Currently, DuClaw Brewing founder Dave Benfield was quoted in a Baltimore Business Journal article as seeking an equity partner or new owner. As this information quickly spread, I was informed that DuClaw was not for sale but merely in need of funds to expand the taproom and canning line. This was based purely upon demand that the brewery could not meet until necessary funds became available. This is a perfect example of the convergence of needs potentially altering the course of the brewery. To remain competitive a brewery must be able to host patrons for tours and samples, and taprooms make that possible. That taproom however must be suitable to the interested number of attendees. Additionally, cans are the beating heart of craft at the moment. They are practical, prevent deterioration of the product for longer time than bottles, and are more portable (approved for beaches, parks, etc.) These are all practical business matters that smart breweries should invest in- if the demand is present. It clearly is in the case of DuClaw. So why tack on the extra- potential new owner clause.

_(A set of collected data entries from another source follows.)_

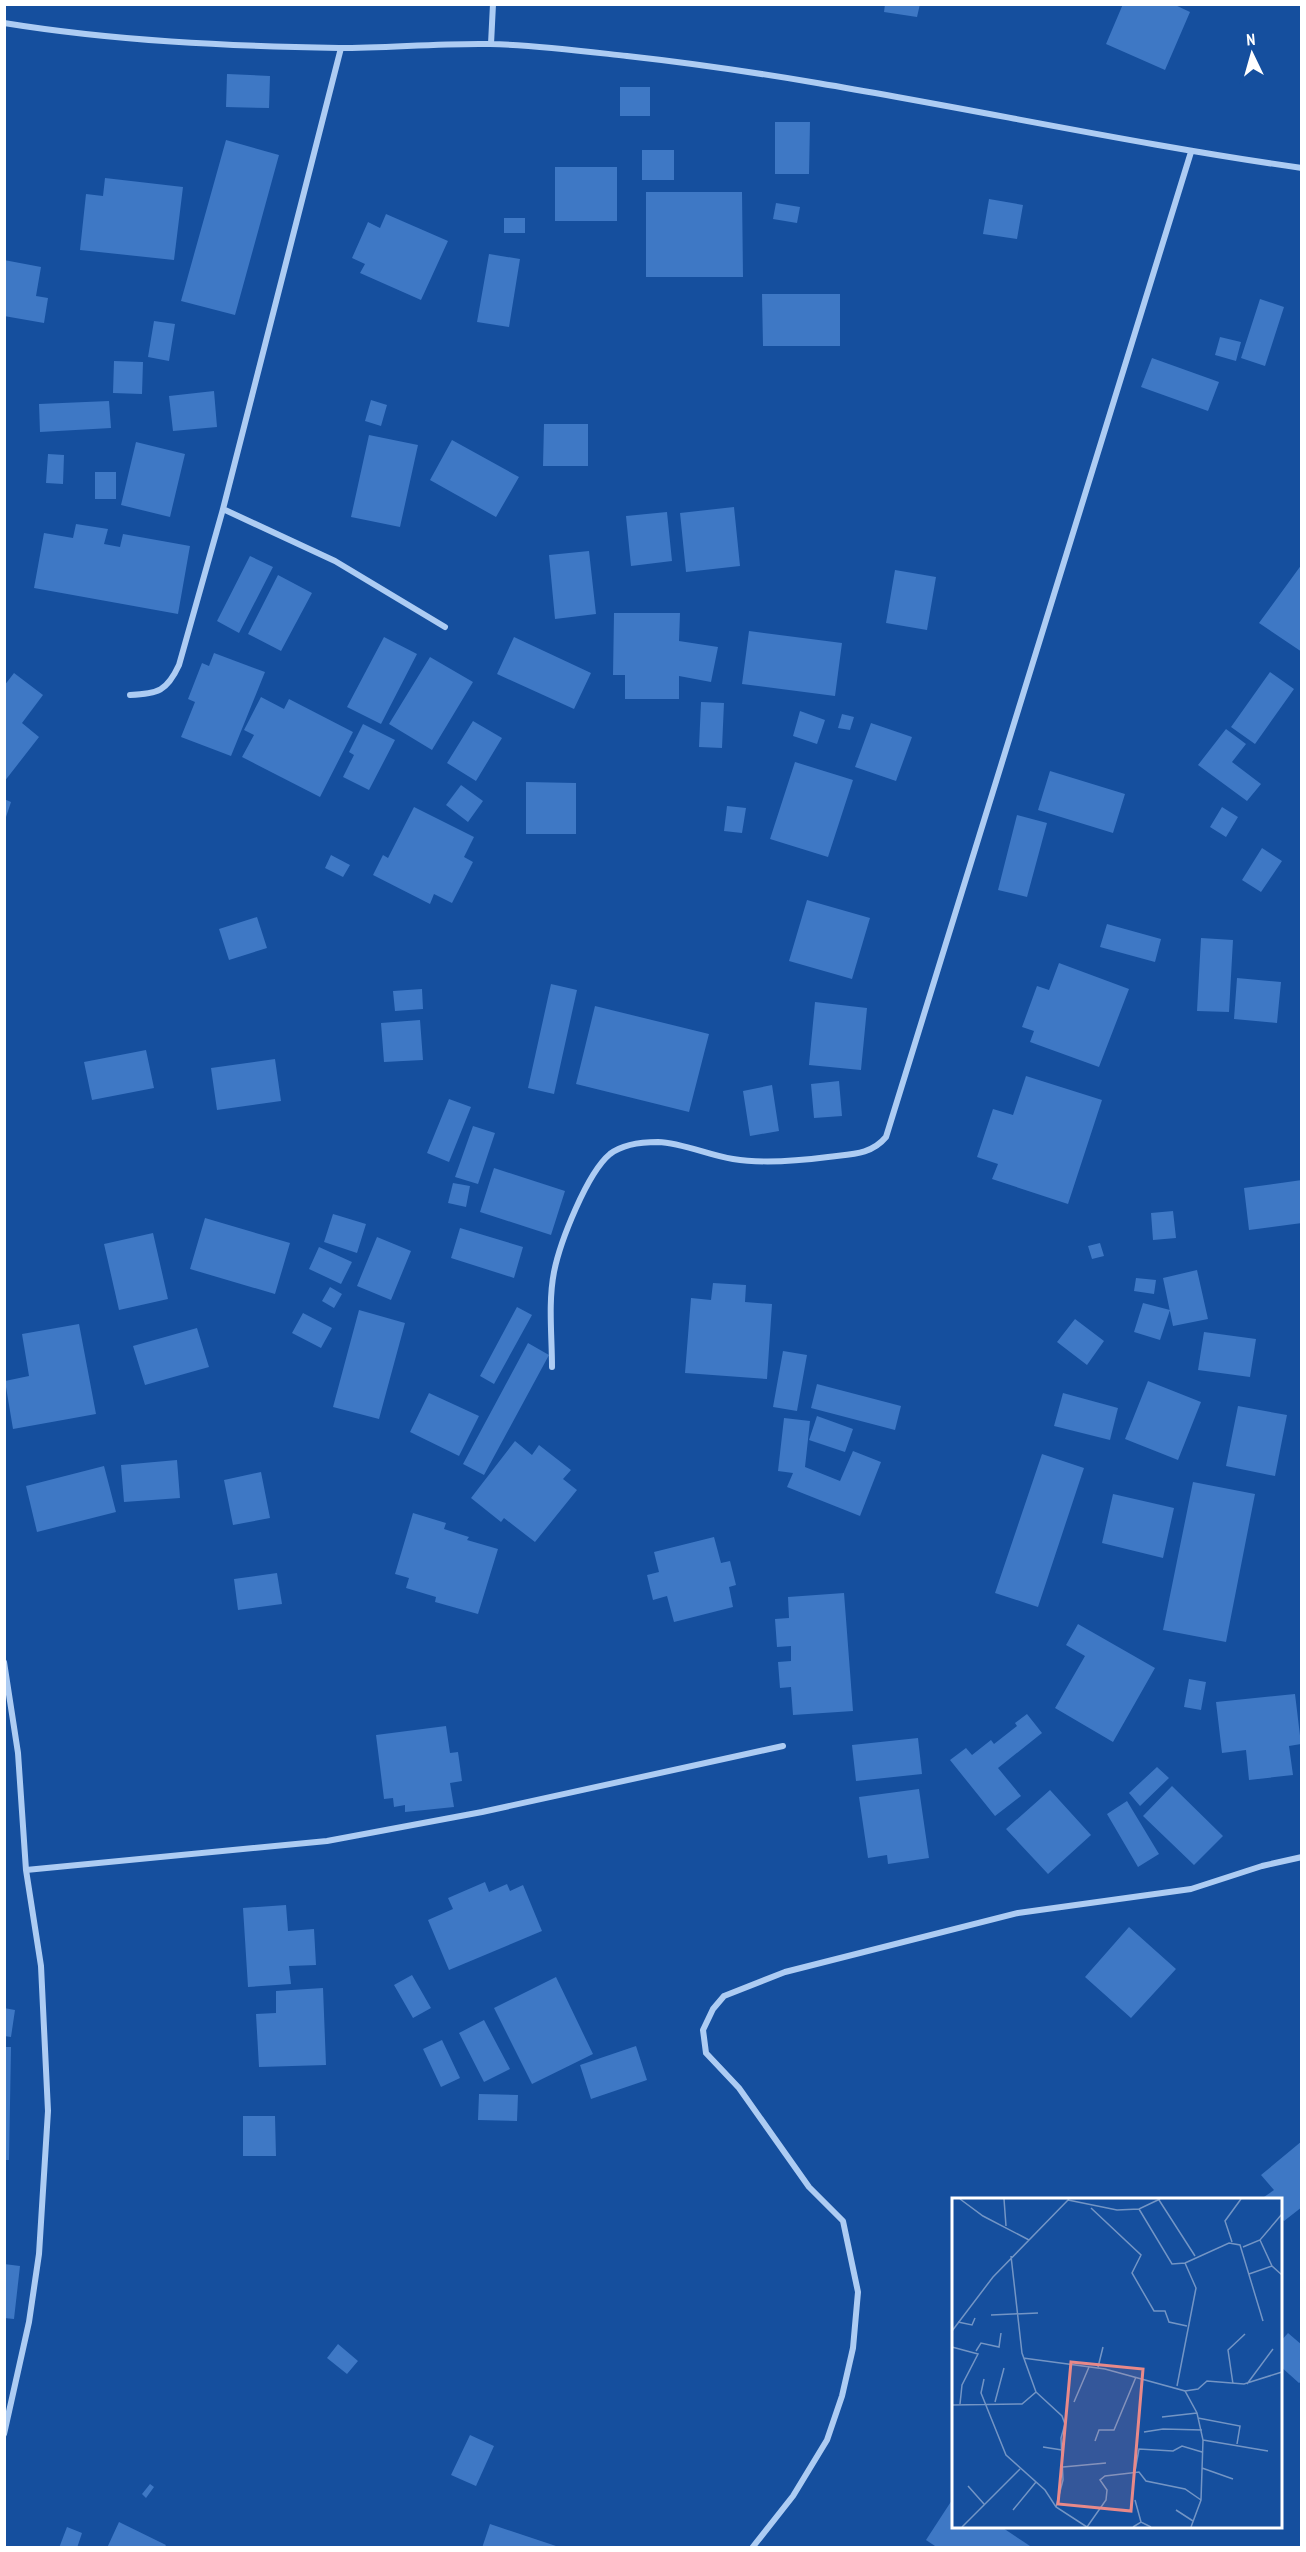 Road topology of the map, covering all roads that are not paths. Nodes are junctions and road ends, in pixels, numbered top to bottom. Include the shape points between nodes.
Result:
1 (493, 4) edge
2 (4, 23) edge
3 (491, 44) junction
4 (341, 48) junction
5 (1191, 152) junction
6 (1302, 168) edge
7 (223, 509) junction
8 (445, 627) dead end
9 (130, 695) dead end
10 (552, 1367) dead end
11 (4, 1662) edge
12 (783, 1746) dead end
13 (1302, 1857) edge
14 (26, 1870) junction
15 (4, 2434) edge
16 (752, 2547) edge

1 - 3 street
2 - 4 street via 129,39
3 - 4 street
3 - 5 street via 627,56 761,74
4 - 7 street
5 - 6 street
5 - 10 street via 886,1137 869,1152 805,1160 734,1159 661,1142 629,1145 611,1154 598,1167 582,1197 554,1273
7 - 8 street via 335,561
7 - 9 street via 180,665 169,685 150,694
11 - 14 street via 18,1753
12 - 14 street via 482,1812 327,1841
13 - 16 street via 1191,1889 1018,1913 785,1972 724,1996 713,2009 703,2030 706,2053 739,2088 809,2187 843,2221 858,2292 853,2348 827,2440 793,2496
14 - 15 street via 41,1966 48,2111 39,2254 29,2322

After all, it has served only to upset loyal DuClaw drinkers and begin an imagined countdown as to when AB-InBev will come calling.

Many breweries facing these sorts of expansion needs also require investment partners. 21st Amendment just sold an equity share to Brooklyn Brewery in a quest to drum up financial influx without ‘selling out’ to big beer. Brooklyn has also acquired an equity stake in Funkwerks, again helping them to remain competitive without ‘selling out’. 1 Brooklyn is a strong- perhaps ideal partner in the craft beer world, and has led the way in helping other craft brewers across the nation get started. Brooklyn cannot however invest in every craft brewery across the country. There are other interested investors, but there are major pitfalls to accompany them.

Last year Jim Koch of Sam Adams took part in a craft beer forum in Bethlehem, PA with Dick Yuengling and Ken Grossman. Koch made a statement regarding equity investors in the craft beer market that was rather jarring, “Equity investors have got to get a liquidity event…” meaning equity investments have a finite life span (anywhere from three to ten years) and at the end of that they need to be paid for their investment, quite a bit of money. If necessary this means resale, or a public offering. 2  The prediction? A great wave of sell-offs in the next decade for craft breweries that took on private equity partners. This is exactly the path many craft beer consumers object to. What is the alternative to investors? Not being able to meet the consumer demand equates to losing business, and the brewery’s market share in the region- or nation as the case may be. This is a downward trend that successful breweries want to avoid, as it may spell the end, particularly in highly crowded markets like California where they are nearing saturation. That is the antithesis of the American dream, and the very last thing craft beer consumers desire.